People accuse this music of being clichéd or boring, but it is neither of these things if played well. It’s musically interesting, apparently simple yet sophisticated: a repeated pattern (“ostinato”) in the bass, initially heard unadorned by solo cello/continuo, forms the foundation for a work which grows in texture and drama, alternating between fast and slow notes, two- and four-bar units, and major and minor chords. The interplay and overlap between the upper voices (three violins) create complex harmonies, including some piquant crunchy disonnances. The “ostinato” or ground bass is a popular device – taken up by Bach, Haydn, Mozart, Chopin (Berceuse) and Bill Evans (Peace Piece) and many others. I’ve even heard Pachelbel’s ground bass in a song by a Hip Hop band which my son likes.

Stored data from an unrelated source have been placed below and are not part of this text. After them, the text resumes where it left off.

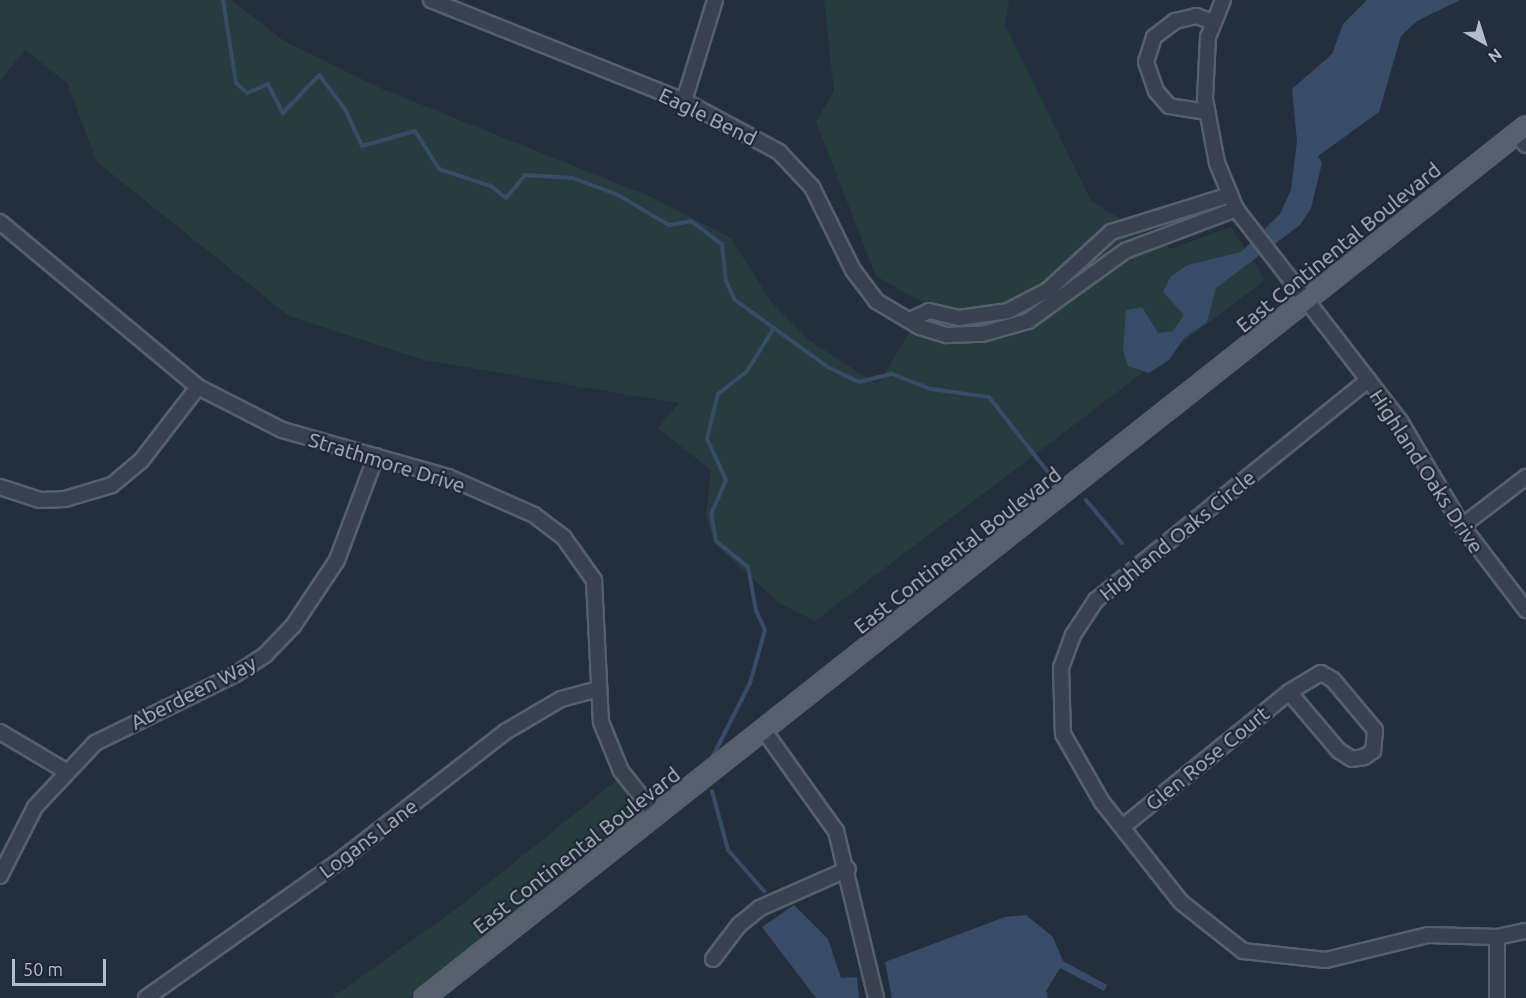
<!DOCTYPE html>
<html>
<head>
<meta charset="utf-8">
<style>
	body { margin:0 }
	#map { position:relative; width:1526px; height:998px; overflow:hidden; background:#242f3e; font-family:Ubuntu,sans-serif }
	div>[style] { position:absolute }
	.green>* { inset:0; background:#263c3f }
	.water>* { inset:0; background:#394c67 }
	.stream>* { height:4px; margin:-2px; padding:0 2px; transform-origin:2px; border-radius:2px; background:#394c67 }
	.roads { filter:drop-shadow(2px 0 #565f6c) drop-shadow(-2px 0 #565f6c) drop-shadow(0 2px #565f6c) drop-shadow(0 -2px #565f6c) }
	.minor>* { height:14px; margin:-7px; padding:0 7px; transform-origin:7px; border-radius:7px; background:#38414e }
	.major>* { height:18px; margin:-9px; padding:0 9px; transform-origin:9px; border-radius:9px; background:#56606e }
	span { translate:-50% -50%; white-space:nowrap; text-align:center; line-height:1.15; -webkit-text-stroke:4.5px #1d2633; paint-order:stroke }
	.street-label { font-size:21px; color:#b4bcc9 }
	.north { position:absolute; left:1454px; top:12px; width:60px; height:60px; -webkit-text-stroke:4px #1d2633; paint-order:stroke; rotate:141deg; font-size:16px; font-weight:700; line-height:24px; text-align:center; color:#b4bcc9 }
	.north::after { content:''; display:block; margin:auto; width:21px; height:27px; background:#b4bcc9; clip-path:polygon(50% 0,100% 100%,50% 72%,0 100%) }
	.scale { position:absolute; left:12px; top:959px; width:94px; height:27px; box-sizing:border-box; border:3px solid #b4bcc9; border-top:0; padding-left:8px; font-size:18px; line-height:21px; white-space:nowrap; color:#b4bcc9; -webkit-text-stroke:4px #1d2633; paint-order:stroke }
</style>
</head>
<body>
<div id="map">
	<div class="green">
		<div style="clip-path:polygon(0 0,231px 0,284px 41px,380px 88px,649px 196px,731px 238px,771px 302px,809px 340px,878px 385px,926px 304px,876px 276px,816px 122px,834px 91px,824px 0,1009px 0,1005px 25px,1091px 201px,1171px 249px,1231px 227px,1265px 280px,815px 621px,779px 603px,715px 544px,706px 516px,711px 470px,658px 428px,679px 403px,424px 360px,289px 316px,97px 162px,67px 83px,25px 50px,0 81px)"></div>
		<div style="clip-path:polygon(618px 779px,638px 806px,628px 828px,408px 998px,332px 998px,460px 906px)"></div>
	</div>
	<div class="water">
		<div style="clip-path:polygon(1460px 0,1417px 21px,1401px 36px,1379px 112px,1318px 156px,1322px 163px,1311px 208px,1300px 225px,1216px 288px,1207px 322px,1184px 338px,1169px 360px,1149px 373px,1128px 366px,1123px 350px,1126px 310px,1142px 307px,1158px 333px,1173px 331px,1184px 315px,1163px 292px,1171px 276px,1188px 265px,1241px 252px,1280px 214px,1291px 190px,1297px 141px,1292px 89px,1332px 54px,1343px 24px,1367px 0)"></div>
		<div style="clip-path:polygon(794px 905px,828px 939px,841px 978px,857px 977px,859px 998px,816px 998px,762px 927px)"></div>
		<div style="clip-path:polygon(1026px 915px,1053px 937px,1063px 961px,1107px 985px,1104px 991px,1060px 968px,1046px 991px,1048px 998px,892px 998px,885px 962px,1005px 917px)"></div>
	</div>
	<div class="stream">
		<div style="left:223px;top:0;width:84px;rotate:81.1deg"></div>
		<div style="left:236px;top:83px;width:15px;rotate:42deg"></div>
		<div style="left:247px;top:93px;width:23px;rotate:-23deg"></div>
		<div style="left:268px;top:84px;width:33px;rotate:63deg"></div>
		<div style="left:283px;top:113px;width:52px;rotate:-46.5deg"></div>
		<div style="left:319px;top:75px;width:43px;rotate:52.6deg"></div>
		<div style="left:345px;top:109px;width:41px;rotate:65.3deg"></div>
		<div style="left:362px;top:146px;width:55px;rotate:-15.8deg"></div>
		<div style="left:415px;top:131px;width:45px;rotate:57.7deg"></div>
		<div style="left:439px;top:169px;width:55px;rotate:18.1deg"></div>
		<div style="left:491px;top:186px;width:19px;rotate:39deg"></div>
		<div style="left:506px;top:198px;width:30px;rotate:-50deg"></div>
		<div style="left:525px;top:175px;width:48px;rotate:3.6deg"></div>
		<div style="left:573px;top:178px;width:48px;rotate:20.7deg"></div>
		<div style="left:618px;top:195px;width:59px;rotate:30.5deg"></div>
		<div style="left:669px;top:225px;width:22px;rotate:-10deg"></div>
		<div style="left:691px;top:221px;width:39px;rotate:37deg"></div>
		<div style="left:722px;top:244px;width:37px;rotate:84deg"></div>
		<div style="left:726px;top:281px;width:21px;rotate:65deg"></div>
		<div style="left:735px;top:300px;width:115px;rotate:35.8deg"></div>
		<div style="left:828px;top:367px;width:34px;rotate:26deg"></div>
		<div style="left:859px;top:382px;width:34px;rotate:-14deg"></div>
		<div style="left:892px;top:374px;width:42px;rotate:21deg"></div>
		<div style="left:931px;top:389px;width:59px;rotate:7.9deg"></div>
		<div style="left:989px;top:397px;width:94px;rotate:51.9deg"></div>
		<div style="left:1086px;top:500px;width:56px;rotate:50.1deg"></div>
		<div style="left:713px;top:756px;width:82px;rotate:-63.1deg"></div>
		<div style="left:750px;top:683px;width:55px;rotate:-74.2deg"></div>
		<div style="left:765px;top:630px;width:21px;rotate:-115deg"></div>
		<div style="left:756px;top:611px;width:45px;rotate:-100.3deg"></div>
		<div style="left:748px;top:567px;width:41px;rotate:-140.9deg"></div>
		<div style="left:716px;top:541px;width:27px;rotate:-100deg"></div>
		<div style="left:711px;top:514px;width:37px;rotate:-66deg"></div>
		<div style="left:726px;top:480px;width:45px;rotate:-114.9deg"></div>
		<div style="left:707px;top:439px;width:46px;rotate:-76.3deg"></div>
		<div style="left:718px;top:394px;width:37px;rotate:-38deg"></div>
		<div style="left:747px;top:371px;width:51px;rotate:-57.9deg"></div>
		<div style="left:712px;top:791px;width:61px;rotate:74.8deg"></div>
		<div style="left:728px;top:850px;width:55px;rotate:48.7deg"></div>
	</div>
	<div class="roads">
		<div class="minor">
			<div style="left:431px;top:0;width:272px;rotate:21.8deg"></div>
			<div style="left:684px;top:101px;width:108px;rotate:28.2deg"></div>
			<div style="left:779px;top:152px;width:48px;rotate:46.7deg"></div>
			<div style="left:812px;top:187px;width:93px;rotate:63.7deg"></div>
			<div style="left:853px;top:270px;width:39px;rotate:53deg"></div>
			<div style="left:876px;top:301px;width:51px;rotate:30.6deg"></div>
			<div style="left:920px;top:327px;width:28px;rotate:17deg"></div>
			<div style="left:947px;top:335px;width:35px;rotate:-2deg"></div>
			<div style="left:982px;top:334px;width:48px;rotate:-15.8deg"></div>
			<div style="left:1028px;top:321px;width:120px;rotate:-35.8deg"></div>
			<div style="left:1125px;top:251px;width:119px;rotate:-20.7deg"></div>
			<div style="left:1223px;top:0;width:40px;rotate:112deg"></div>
			<div style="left:1208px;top:37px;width:62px;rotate:92.8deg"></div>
			<div style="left:1205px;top:99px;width:65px;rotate:79.4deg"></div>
			<div style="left:1217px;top:163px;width:50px;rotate:67.6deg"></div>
			<div style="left:1236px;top:209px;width:268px;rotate:52.3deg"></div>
			<div style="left:1400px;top:421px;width:122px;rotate:59.4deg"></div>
			<div style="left:1462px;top:526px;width:106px;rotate:52.7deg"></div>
			<div style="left:684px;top:101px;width:106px;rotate:-72.9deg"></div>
			<div style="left:1207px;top:112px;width:38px;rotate:-171deg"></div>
			<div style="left:1169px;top:106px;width:20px;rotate:-131deg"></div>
			<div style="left:1156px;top:91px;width:31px;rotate:-109deg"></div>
			<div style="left:1146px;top:62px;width:26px;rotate:-72deg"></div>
			<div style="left:1154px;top:37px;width:26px;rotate:-37deg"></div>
			<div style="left:1175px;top:21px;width:22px;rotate:-13deg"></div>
			<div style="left:1196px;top:16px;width:18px;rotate:19deg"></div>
			<div style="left:1517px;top:134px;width:14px;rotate:51deg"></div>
			<div style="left:0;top:222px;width:258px;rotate:39.8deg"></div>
			<div style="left:198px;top:387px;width:94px;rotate:27.1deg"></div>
			<div style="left:282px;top:430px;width:173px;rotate:15.8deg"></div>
			<div style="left:448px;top:477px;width:94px;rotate:23.8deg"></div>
			<div style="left:534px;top:515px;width:38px;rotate:37deg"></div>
			<div style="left:564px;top:538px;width:52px;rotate:54.5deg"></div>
			<div style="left:594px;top:580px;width:142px;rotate:87.2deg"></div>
			<div style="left:601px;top:722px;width:53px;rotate:67.8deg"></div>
			<div style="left:621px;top:771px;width:56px;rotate:51.5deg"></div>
			<div style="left:912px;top:319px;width:19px;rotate:-25deg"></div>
			<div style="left:929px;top:311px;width:31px;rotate:13deg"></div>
			<div style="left:959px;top:318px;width:49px;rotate:-8.1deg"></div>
			<div style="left:1008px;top:311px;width:45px;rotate:-27.7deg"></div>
			<div style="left:1048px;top:290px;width:86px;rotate:-42.6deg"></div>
			<div style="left:1111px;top:232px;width:125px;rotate:-17.3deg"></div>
			<div style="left:1368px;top:380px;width:350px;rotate:141deg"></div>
			<div style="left:1096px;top:600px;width:42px;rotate:123.3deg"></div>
			<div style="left:1073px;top:635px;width:35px;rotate:110deg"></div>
			<div style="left:1061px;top:668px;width:66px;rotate:88.3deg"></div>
			<div style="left:1063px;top:734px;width:78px;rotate:60.2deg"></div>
			<div style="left:1102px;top:802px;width:127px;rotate:51.7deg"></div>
			<div style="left:1181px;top:902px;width:79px;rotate:38.3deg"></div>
			<div style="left:1243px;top:951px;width:83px;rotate:6.2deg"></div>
			<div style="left:1326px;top:960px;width:105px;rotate:-13.8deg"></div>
			<div style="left:1428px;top:935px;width:69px;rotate:1.7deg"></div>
			<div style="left:1497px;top:937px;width:30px;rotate:-12deg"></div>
			<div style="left:0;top:487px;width:42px;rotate:18deg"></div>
			<div style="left:40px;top:500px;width:25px;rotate:-2deg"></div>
			<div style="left:65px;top:499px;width:49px;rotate:-16.6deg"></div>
			<div style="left:112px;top:485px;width:38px;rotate:-40deg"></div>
			<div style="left:141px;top:461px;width:93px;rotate:-52.4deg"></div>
			<div style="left:1462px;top:526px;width:81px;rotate:-37.4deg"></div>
			<div style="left:1321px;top:673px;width:14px;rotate:30deg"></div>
			<div style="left:1333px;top:680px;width:65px;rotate:50deg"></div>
			<div style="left:1375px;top:730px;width:21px;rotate:95deg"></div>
			<div style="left:1373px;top:751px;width:11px;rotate:146deg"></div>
			<div style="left:1364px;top:757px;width:12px;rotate:171deg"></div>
			<div style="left:1352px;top:759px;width:15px;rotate:-148deg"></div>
			<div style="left:1339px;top:751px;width:77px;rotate:-130.3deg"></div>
			<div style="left:1289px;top:692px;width:37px;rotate:-31deg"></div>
			<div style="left:0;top:732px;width:74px;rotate:30.7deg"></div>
			<div style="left:765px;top:732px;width:122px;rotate:54.4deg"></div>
			<div style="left:836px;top:831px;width:172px;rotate:76.5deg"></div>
			<div style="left:1125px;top:825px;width:211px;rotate:-39deg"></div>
			<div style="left:0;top:876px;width:77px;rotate:-63.1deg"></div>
			<div style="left:35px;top:807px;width:88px;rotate:-46.8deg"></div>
			<div style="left:95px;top:743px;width:157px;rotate:-26.1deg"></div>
			<div style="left:236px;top:674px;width:35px;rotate:-33deg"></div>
			<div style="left:265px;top:655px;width:40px;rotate:-46deg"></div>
			<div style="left:293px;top:626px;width:79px;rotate:-56.3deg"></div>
			<div style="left:337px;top:560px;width:111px;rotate:-69.4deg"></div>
			<div style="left:713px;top:959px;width:43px;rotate:-52.6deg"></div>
			<div style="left:739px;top:925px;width:27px;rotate:-39deg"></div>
			<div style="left:760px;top:908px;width:96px;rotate:-23.9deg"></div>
			<div style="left:146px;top:998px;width:240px;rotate:-35.3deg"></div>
			<div style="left:342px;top:859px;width:207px;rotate:-37.9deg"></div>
			<div style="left:505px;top:732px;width:65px;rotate:-30.5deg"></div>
			<div style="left:561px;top:699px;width:35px;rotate:-15deg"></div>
			<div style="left:1497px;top:998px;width:61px;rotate:-90deg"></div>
		</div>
		<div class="major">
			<div style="left:424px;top:998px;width:1405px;rotate:-38.35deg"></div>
		</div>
	</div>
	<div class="street-label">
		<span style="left:708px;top:116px;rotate:26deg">Eagle Bend</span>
		<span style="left:1338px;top:247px;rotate:-39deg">East Continental Boulevard</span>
		<span style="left:387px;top:462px;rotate:17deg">Strathmore Drive</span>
		<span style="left:1427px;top:471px;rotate:57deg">Highland Oaks Drive</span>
		<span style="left:1177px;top:535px;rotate:-39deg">Highland Oaks Circle</span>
		<span style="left:957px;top:550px;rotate:-38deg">East Continental Boulevard</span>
		<span style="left:193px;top:692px;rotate:-27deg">Aberdeen Way</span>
		<span style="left:1207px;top:758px;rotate:-39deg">Glen Rose Court</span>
		<span style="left:368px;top:838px;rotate:-37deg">Logans Lane</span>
		<span style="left:576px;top:850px;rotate:-38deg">East Continental Boulevard</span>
	</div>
	<div class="north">N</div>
	<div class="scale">50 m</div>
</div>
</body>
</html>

Last week I attended a candlelit concert at St Martin-in-the-Fields, given by members of the LMA Orchestra. The enjoyable programme focussed on music by Bach and Vivaldi, including Bach’s wonderful Double Concerto for Two Violins, Air on a G-string, and Pachelbel’s Canon in D. There were only seven players, and, apart from the cellist and harpsichordist, they performed standing up, which immediately lent a different dynamic to the music and its performance. This was noticeable in every piece, but I was particularly interested to hear, and see, how they would approach Pachelbel’s Canon. We were sitting close to the musicians, in the side pews, which gave us a good view of how they interacted, physically and musically. They leaned into the music, gestured towards one another as the theme was passed between them, bringing greater clarity, vibrancy and emotion to the musical lines. It was almost as if they were drawing a diagram of the structure of the music through their movements. It was a refreshing take on this well-known piece and I heard it afresh, appreciating its sophistication. In addition, the entire programme was beautifully played, every line crisply articulated, finessed and refined. And by standing to perform, the musicians lent a greater sense of the energy of ensemble playing to their performance.

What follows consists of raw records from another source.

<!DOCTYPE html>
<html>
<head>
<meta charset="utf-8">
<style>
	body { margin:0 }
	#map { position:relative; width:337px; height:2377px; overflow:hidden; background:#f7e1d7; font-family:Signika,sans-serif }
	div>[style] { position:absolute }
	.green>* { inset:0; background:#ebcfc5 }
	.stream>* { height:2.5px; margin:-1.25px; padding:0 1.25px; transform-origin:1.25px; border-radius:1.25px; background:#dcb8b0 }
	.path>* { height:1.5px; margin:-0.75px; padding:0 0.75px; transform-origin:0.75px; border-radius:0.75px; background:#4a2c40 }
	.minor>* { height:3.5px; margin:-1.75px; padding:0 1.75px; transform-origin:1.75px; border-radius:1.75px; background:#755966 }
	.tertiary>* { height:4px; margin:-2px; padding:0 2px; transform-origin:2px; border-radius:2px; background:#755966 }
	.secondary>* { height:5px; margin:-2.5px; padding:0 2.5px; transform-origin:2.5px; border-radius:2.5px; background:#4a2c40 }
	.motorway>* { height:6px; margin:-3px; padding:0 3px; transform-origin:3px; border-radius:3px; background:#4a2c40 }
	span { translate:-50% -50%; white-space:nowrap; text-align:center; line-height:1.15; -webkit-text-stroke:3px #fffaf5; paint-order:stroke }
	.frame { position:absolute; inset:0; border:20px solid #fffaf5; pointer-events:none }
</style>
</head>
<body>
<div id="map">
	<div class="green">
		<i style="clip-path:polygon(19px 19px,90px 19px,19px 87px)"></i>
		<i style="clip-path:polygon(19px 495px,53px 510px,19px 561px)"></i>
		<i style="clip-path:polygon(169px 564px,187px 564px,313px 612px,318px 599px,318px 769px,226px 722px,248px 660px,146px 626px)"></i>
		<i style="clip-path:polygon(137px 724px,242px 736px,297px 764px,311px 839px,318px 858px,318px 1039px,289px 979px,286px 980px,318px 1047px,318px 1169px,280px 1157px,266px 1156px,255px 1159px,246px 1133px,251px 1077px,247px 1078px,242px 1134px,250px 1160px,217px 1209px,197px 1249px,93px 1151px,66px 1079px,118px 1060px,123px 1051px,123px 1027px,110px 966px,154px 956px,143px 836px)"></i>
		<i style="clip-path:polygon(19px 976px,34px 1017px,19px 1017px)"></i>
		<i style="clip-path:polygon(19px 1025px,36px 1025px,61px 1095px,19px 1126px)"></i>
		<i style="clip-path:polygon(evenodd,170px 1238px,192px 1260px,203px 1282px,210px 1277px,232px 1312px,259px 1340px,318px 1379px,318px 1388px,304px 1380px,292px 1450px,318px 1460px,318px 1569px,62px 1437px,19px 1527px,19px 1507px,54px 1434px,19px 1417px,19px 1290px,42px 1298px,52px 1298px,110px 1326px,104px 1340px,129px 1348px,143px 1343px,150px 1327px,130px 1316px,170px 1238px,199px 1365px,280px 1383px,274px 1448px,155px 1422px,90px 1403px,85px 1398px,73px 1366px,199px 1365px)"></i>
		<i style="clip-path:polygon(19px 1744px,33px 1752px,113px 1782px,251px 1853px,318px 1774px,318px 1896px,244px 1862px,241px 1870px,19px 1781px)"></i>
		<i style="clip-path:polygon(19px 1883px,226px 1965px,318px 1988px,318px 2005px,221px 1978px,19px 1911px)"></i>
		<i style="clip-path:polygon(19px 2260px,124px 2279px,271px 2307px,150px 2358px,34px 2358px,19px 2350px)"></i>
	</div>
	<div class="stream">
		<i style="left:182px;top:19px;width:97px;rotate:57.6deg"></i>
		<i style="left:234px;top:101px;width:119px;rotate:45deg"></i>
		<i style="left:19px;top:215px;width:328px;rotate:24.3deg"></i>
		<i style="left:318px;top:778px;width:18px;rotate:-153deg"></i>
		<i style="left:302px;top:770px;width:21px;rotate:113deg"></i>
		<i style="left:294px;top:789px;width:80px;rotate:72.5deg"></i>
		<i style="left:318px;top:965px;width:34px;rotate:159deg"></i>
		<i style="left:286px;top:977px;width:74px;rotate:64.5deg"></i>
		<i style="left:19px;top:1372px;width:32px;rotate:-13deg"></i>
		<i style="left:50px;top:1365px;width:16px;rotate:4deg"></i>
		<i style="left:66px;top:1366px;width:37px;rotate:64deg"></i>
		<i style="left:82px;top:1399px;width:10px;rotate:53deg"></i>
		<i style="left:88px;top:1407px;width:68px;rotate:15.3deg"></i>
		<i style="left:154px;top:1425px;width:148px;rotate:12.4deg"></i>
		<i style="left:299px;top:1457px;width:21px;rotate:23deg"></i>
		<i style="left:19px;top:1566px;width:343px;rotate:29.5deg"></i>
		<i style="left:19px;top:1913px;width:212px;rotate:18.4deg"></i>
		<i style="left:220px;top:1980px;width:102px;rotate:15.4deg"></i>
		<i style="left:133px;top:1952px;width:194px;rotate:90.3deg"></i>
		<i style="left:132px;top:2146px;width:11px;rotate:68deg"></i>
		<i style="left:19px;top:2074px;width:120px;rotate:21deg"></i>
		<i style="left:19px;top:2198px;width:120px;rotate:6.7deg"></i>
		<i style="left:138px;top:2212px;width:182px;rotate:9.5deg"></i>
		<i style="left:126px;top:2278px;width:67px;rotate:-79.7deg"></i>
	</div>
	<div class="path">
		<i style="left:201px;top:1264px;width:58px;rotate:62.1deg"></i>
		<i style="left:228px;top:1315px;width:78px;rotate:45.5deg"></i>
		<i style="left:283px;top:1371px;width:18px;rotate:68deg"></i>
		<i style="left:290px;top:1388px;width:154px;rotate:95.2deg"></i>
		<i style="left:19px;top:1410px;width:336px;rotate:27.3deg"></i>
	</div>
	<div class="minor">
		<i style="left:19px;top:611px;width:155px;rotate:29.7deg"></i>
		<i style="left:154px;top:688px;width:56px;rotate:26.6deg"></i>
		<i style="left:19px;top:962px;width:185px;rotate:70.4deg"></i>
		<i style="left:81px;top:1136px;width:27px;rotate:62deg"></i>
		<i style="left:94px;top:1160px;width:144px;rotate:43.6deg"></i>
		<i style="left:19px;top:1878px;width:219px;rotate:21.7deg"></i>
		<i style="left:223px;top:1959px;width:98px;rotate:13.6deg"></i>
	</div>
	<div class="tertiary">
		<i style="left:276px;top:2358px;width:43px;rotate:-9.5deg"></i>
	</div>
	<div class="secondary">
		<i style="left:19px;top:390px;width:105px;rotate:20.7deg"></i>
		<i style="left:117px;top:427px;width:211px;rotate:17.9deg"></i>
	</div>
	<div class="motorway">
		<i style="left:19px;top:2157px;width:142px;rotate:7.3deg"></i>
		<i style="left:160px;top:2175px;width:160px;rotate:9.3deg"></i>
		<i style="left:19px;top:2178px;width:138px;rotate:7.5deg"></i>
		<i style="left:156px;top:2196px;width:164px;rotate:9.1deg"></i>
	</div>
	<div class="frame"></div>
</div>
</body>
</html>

I had a similar experience with another very well-known piece which has been subjected to many rather clichéd readings and which gained huge popularity after ice skaters Torvill and Dean used it in their ice dancing sequence at the 1984 Winter Olympics – Ravel’s Bolero, also a work which uses an ostinato device (the repeating rhythmic figure in the snare drum). I learnt the piano 4-hands transcription some years ago and, while this wasn’t the best rendering of the music, in doing so I really appreciated Ravel’s skill in creating and sustaining drama. As in Pachelbel’s Canon, the ostinato figure brings a hypnotic atmosphere to the music, while the melody is passed amongst different instruments (also as in the Pachelbel), continually re-orchestrating the theme. The work has a constant crescendo, rising to an extreme fortissimo climax in C major. The trick is to not to peak too early, so to speak, but to sustain the rising sense of drama over the course of some 15 minutes of music. Done well, it’s mesmeric and engrossingly sensuous.
There’s a good reason why these works, and others which suffer from over-playing on the radio or in concert, are so popular: they are really great pieces, whose popularity does not mean they are “bad music”. And when they were first written these works were not considered ubiquitous or clichéd, but fresh, different and exciting.